#bookreview Melmoth by Sarah Perry published by Serpents Tail

Amazon:

Twenty years ago Helen Franklin did something she cannot forgive herself for, and she has spent every day since barricading herself against its memory. But her sheltered life is about to change. 

A strange manuscript has come into her possession. It is filled with testimonies from the darkest chapters of human history, which all record sightings of a tall, silent woman in black, with unblinking eyes and bleeding feet: Melmoth, the loneliest being in the world. Condemned to walk the Earth forever, she tries to beguile the guilty and lure them away for a lifetime wandering alongside her. 

Everyone that Melmoth seeks out must make a choice: to live with what they’ve done, or be led into the darkness. Helen can’t stop reading, or shake the feeling that someone is watching her. As her past finally catches up with her, she too must choose which path to take.

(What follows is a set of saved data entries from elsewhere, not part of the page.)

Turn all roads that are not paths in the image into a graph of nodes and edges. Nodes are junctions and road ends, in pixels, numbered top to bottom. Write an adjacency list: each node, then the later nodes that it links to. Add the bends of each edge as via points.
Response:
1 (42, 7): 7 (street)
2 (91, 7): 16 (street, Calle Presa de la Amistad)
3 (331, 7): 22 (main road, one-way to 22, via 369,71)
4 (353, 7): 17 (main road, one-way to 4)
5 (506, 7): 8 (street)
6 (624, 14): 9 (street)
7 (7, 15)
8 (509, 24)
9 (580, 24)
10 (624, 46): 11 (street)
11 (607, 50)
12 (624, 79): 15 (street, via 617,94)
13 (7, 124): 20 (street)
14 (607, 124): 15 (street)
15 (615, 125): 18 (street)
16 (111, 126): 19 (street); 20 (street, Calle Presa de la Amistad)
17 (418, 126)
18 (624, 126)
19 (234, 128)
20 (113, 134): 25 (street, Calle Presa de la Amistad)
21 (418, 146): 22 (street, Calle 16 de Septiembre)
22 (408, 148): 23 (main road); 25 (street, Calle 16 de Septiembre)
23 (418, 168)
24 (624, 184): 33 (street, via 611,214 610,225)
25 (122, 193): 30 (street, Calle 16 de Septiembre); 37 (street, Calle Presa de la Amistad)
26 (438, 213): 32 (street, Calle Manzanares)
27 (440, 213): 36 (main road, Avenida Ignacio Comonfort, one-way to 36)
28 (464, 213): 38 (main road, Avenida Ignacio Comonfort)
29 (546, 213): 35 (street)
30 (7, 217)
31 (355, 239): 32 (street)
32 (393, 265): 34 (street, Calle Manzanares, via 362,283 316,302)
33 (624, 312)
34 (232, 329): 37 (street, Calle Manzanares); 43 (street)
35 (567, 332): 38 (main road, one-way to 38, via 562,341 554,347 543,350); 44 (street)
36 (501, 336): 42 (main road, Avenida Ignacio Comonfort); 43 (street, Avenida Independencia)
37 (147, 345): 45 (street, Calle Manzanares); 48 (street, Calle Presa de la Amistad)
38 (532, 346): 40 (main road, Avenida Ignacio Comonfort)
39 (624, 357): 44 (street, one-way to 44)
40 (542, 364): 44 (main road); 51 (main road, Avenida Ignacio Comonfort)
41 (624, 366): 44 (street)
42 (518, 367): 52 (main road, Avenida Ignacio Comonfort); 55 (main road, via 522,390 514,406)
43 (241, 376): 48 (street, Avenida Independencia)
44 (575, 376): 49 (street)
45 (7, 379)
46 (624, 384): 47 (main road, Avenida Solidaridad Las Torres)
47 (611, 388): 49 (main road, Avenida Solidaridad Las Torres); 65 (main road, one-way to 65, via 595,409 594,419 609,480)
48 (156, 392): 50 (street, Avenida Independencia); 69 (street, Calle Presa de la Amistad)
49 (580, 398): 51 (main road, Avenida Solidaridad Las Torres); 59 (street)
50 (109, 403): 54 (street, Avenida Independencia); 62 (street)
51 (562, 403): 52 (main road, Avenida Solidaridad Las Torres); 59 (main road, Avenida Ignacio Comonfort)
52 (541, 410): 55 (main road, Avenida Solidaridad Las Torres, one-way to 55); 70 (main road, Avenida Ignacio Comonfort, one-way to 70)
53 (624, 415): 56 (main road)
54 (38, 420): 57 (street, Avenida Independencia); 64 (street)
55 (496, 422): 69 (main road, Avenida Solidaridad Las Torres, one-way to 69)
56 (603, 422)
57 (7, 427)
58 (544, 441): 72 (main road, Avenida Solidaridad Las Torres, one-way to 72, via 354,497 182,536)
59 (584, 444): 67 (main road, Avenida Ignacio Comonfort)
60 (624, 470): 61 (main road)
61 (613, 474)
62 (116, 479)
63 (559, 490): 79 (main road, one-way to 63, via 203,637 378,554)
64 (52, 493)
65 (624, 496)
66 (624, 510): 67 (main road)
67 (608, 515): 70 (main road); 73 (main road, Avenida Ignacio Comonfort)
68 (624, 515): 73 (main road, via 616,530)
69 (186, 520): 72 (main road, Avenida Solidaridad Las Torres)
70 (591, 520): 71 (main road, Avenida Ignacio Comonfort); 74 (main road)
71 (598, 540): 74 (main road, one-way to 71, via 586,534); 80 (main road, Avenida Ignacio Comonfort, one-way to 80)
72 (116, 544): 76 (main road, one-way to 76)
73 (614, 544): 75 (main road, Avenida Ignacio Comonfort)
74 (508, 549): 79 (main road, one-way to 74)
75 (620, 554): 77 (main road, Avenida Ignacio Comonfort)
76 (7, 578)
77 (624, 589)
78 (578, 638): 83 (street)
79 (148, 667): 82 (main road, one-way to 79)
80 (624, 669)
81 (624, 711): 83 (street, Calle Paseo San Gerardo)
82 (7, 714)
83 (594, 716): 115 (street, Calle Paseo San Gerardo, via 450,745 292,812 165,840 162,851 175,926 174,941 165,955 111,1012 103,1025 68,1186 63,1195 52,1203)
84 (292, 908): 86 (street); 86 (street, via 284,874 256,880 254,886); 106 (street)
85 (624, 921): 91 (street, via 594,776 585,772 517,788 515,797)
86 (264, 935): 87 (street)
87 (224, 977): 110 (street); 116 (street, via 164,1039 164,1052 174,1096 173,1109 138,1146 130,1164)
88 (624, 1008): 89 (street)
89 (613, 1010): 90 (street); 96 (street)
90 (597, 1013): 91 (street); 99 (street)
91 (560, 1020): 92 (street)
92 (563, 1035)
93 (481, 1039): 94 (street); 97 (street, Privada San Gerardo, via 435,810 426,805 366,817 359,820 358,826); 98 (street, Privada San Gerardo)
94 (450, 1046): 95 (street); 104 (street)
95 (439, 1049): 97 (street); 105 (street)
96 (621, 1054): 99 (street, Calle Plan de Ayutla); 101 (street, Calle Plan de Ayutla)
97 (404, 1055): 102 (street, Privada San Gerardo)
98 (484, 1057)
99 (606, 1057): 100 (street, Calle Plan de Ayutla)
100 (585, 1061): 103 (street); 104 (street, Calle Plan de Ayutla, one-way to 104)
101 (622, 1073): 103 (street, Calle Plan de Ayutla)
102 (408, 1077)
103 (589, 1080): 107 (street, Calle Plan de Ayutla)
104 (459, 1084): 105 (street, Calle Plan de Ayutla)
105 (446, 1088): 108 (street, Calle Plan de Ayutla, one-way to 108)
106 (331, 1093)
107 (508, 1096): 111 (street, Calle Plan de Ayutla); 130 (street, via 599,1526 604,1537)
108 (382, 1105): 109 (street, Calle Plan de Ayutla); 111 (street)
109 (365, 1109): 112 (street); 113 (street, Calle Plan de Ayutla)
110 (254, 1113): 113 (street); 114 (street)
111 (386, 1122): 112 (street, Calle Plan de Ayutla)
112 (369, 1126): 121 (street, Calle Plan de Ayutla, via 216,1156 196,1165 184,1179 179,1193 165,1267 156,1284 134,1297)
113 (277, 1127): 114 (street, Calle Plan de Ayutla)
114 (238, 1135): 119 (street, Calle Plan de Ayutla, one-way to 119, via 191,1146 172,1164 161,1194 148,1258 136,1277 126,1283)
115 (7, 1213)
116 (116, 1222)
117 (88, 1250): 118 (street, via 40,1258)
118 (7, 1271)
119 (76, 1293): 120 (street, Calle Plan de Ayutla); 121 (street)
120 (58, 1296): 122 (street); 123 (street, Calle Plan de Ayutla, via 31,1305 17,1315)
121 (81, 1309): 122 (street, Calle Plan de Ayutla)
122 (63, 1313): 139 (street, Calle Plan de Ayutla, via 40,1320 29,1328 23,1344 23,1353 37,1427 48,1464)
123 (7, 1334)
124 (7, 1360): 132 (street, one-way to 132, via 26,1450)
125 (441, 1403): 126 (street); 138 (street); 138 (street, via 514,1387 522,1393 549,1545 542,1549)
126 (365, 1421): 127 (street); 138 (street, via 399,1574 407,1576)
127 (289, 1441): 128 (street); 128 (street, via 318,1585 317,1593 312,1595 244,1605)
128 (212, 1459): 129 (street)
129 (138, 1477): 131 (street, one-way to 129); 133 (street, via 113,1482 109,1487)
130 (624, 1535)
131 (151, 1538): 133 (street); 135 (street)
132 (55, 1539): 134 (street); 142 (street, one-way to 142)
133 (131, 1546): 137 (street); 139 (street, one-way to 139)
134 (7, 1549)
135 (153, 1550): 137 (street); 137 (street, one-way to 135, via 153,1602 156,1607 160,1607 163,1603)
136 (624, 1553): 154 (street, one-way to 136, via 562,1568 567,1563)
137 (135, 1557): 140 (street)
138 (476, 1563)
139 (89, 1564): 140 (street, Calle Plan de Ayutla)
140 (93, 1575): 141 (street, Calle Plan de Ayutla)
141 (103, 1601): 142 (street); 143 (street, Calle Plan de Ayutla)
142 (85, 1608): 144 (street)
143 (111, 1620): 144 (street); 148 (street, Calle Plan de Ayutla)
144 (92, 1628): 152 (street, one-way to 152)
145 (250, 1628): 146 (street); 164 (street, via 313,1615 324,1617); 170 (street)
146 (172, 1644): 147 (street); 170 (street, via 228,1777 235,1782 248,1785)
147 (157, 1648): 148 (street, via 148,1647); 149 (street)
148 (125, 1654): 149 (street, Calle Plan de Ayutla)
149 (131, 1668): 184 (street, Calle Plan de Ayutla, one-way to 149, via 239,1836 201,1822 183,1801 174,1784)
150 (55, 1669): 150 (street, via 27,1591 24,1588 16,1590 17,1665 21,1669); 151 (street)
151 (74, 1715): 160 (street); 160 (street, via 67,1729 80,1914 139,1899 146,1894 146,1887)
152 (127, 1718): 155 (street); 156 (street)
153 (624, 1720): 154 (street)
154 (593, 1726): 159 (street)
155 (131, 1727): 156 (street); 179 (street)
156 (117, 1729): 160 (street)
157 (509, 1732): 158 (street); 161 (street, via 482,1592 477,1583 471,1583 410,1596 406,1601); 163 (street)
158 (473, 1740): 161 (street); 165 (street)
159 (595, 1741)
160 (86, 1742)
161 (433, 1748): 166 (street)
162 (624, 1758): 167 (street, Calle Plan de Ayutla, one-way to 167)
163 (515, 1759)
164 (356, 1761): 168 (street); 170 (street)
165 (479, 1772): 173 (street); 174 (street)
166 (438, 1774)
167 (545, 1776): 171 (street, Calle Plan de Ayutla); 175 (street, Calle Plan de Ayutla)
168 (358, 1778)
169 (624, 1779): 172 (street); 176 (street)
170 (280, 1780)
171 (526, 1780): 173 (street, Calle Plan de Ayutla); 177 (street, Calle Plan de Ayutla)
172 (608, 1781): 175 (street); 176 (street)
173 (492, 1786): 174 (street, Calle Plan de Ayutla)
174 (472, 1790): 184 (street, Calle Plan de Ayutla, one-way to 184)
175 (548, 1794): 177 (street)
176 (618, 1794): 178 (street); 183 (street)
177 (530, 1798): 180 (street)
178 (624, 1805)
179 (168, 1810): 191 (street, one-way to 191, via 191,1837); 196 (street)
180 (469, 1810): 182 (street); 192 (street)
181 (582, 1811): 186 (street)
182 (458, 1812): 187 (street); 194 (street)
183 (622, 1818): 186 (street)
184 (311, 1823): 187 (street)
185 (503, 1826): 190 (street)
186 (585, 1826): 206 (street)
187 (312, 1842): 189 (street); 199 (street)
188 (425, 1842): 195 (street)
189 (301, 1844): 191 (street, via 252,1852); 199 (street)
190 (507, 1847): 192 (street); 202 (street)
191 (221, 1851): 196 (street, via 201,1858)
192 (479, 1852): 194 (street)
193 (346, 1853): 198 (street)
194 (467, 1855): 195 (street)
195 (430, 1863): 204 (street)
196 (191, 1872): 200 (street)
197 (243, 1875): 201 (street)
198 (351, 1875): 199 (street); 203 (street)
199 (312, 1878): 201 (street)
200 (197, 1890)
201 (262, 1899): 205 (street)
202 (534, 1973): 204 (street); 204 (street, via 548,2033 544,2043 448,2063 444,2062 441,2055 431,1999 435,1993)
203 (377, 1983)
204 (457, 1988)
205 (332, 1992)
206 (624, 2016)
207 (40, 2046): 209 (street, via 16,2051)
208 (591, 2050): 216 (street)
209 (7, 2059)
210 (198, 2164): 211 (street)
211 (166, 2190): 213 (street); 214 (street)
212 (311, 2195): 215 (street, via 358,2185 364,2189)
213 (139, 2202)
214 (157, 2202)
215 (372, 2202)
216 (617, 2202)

Exquisitely written, and gripping until the very last page, this is a masterpiece of moral complexity, asking us profound questions about mercy, redemption, and how to make the best of our conflicted world.

My reading experience:

By the time I was 4 lines in, I was in love with this story. Sarah Perry has a way with words – eloquent, elevated and exquisite. So very pleasantly erudite, worthy of the subject matter – a manuscript filled with collected tales of Melmoth, a mystical being – tales bequeathed by the dead hand of a long time library companion to one of our protagonists, Karel. It doesn’t escape the reader that the story starts in the magnificent setting of The National Library of the Czech Republic in Prague. However, do not be misled into thinking the story will stay in the library.

This book is a literary tale of ghostly encounters, shadows in the dark and that feeling of being watched – I was really quite unnerved and found it to be a ghostly thriller of sorts. These are no ordinary tales of encounters, it is a story filled with historical references not in the least because the jittery and meek Helen has does something awful in her past that makes her believe she should be led into the darkness and suffer as Melmoth does, doomed to wander the earth in loneliness for all her days.

Helen’s past is of course revealed and when you least expect it. Her stage is filled with eccentric characters that would light up a movie screen with both verbal and literal colour if this was made into a film. This eclectic bunch are Helen’s world and they are an interesting set of acquaintances. I particularly enjoyed the elderly and antagonist Alvina Horakova layered in black and garnets. It was easy to imagine her as an apparition moving through her apartment in an uncompromising life.

This is a haunting story filled with melancholy and longing. Choose the path of this book wisely. Another triumph from Sarah Perry and Serpents Tail.